As of March 2017 Nigeria had not paid its share of the counter-funding unlike other West African countries. Given Nigeria’s position and role in the region this was a cause for some concern for WACREN especially when the connectivity providers have been discussing contracts for connectivity for participating countries, and are in a terminal stage of the process. The situation could potentially disenfranchise Nigerian institutions and lose access to cheap connectivity the opportunity of European Union support.
Eko-Konnect convened an emergency meeting of Vice-Chancellors and ICT Directors to discuss the situation at the Renaissance Hotel, Ikeja Lagos on 8 March 2017. Boubakar Barry, WACREN CEO presented the history of how the AfricaConnect projects had evolved up to this point and why Nigeria was strategic in its plan to build a high capacity connectivity backbone across West Africa to deliver connectivity and NREN related services.
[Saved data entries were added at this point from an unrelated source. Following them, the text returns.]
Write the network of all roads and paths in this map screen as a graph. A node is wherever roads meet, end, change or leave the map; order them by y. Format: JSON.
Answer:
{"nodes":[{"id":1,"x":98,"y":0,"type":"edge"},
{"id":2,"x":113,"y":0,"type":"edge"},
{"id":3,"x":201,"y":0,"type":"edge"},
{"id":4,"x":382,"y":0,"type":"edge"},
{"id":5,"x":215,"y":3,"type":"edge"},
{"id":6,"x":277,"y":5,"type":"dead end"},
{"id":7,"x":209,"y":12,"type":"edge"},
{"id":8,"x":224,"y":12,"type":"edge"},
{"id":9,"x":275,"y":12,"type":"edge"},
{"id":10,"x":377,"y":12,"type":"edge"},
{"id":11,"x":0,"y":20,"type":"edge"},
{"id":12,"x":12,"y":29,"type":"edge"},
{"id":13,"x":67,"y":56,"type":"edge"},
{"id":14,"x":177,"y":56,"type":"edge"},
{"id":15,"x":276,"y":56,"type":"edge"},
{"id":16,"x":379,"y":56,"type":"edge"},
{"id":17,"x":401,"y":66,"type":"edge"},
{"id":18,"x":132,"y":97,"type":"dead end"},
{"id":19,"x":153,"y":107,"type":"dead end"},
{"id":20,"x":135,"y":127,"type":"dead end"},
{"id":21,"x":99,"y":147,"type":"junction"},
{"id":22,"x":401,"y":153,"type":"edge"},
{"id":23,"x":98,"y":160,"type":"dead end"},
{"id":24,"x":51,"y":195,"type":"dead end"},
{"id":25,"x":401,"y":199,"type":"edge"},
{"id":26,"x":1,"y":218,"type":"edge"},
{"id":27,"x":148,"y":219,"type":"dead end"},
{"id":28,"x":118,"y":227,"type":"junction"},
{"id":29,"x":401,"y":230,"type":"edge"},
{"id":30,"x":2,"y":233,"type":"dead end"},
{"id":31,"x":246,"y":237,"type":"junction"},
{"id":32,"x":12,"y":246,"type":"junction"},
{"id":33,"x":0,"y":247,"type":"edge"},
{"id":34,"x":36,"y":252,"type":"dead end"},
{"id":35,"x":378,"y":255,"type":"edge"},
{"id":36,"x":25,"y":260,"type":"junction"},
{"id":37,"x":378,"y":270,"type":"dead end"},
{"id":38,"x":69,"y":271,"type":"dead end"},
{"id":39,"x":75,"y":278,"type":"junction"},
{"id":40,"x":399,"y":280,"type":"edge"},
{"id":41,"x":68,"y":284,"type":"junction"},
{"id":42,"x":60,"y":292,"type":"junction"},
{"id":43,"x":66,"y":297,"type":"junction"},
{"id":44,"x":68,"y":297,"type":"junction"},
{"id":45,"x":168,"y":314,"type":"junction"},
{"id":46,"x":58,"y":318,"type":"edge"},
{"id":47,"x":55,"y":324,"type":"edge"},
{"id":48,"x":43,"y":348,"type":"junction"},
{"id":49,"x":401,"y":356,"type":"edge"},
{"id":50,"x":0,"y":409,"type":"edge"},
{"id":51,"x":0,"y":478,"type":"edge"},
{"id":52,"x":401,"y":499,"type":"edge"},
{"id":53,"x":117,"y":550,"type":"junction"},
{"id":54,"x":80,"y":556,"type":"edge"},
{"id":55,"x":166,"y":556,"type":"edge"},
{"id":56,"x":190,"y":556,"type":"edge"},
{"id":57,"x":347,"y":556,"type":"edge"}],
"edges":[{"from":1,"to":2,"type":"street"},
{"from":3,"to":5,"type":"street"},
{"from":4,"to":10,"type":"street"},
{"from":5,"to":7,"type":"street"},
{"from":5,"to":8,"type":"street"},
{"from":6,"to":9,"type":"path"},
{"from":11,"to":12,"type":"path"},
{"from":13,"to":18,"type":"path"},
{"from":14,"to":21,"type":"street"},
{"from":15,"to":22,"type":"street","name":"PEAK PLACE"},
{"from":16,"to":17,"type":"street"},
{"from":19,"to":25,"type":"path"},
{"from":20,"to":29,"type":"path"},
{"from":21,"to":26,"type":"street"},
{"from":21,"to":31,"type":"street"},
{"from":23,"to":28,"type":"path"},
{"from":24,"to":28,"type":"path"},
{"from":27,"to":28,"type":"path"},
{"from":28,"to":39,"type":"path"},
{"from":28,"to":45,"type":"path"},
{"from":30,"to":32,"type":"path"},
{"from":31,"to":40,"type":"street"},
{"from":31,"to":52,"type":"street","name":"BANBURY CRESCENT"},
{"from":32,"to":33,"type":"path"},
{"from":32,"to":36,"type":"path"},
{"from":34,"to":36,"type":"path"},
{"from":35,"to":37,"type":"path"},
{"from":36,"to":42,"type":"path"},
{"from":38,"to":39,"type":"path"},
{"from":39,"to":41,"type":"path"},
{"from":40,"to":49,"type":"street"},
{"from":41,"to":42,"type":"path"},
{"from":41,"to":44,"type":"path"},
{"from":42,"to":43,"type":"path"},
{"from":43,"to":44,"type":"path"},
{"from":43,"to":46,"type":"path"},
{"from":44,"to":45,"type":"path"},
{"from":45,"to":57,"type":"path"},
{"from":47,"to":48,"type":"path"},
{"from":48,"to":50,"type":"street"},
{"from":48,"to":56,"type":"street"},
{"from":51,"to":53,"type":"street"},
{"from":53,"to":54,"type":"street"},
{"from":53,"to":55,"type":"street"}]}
He and expressed the hope that NgREN or any other willing consortia would speedily take up the opportunity and provide the required counter funding.
After some discussion that included WACREN CTO Omo Oaiya, it was agreed that Owen Iyoha GM, Eko-Konnect would prepare a brief product paper for distribution to the attendees explaining in more details the benefits of Internet bandwidth to be delivered through the AfricaConnect2 project and the different pricing discount models available to institutions that participate in the first stage of counter funding in a consortium.